> [Record extracts]
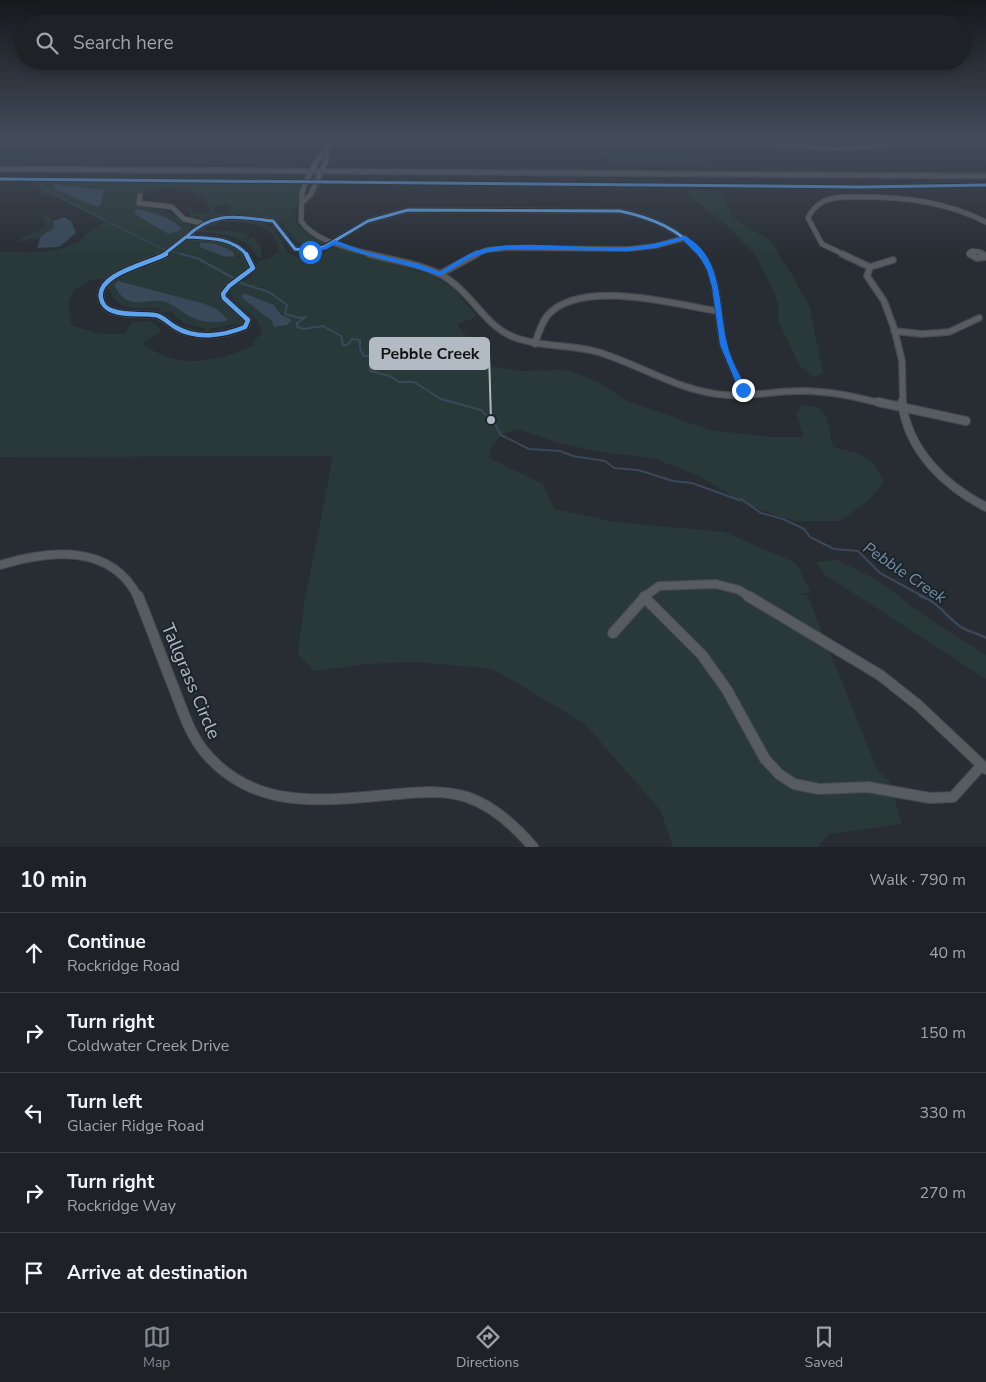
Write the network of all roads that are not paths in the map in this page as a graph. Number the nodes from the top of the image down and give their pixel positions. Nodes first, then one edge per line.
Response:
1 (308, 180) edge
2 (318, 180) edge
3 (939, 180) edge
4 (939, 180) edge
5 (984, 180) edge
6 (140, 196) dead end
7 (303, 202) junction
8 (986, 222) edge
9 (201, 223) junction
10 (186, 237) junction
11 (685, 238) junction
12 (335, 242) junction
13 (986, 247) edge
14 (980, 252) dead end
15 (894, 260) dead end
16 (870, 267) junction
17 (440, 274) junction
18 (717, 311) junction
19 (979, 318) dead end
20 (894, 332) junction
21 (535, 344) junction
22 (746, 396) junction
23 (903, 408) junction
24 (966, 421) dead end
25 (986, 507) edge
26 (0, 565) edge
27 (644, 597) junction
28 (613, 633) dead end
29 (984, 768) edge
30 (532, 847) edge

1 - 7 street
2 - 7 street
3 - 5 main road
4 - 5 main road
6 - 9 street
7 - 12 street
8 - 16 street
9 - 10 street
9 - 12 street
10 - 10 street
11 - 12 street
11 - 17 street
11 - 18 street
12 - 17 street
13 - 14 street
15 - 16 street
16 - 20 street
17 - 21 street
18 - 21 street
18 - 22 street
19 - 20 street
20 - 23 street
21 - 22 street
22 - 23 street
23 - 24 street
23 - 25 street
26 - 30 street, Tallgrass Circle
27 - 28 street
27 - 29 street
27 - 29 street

> [Required work] Search the material for the word "edge". Each line where it is found must be copied.

> [Completed task]
Write the network of all roads that are not paths in the map in this page as a graph. Number the nodes from the top of the image down and give their pixel positions. Nodes first, then one edge per line.
1 (308, 180) edge
2 (318, 180) edge
3 (939, 180) edge
4 (939, 180) edge
5 (984, 180) edge
8 (986, 222) edge
13 (986, 247) edge
25 (986, 507) edge
26 (0, 565) edge
29 (984, 768) edge
30 (532, 847) edge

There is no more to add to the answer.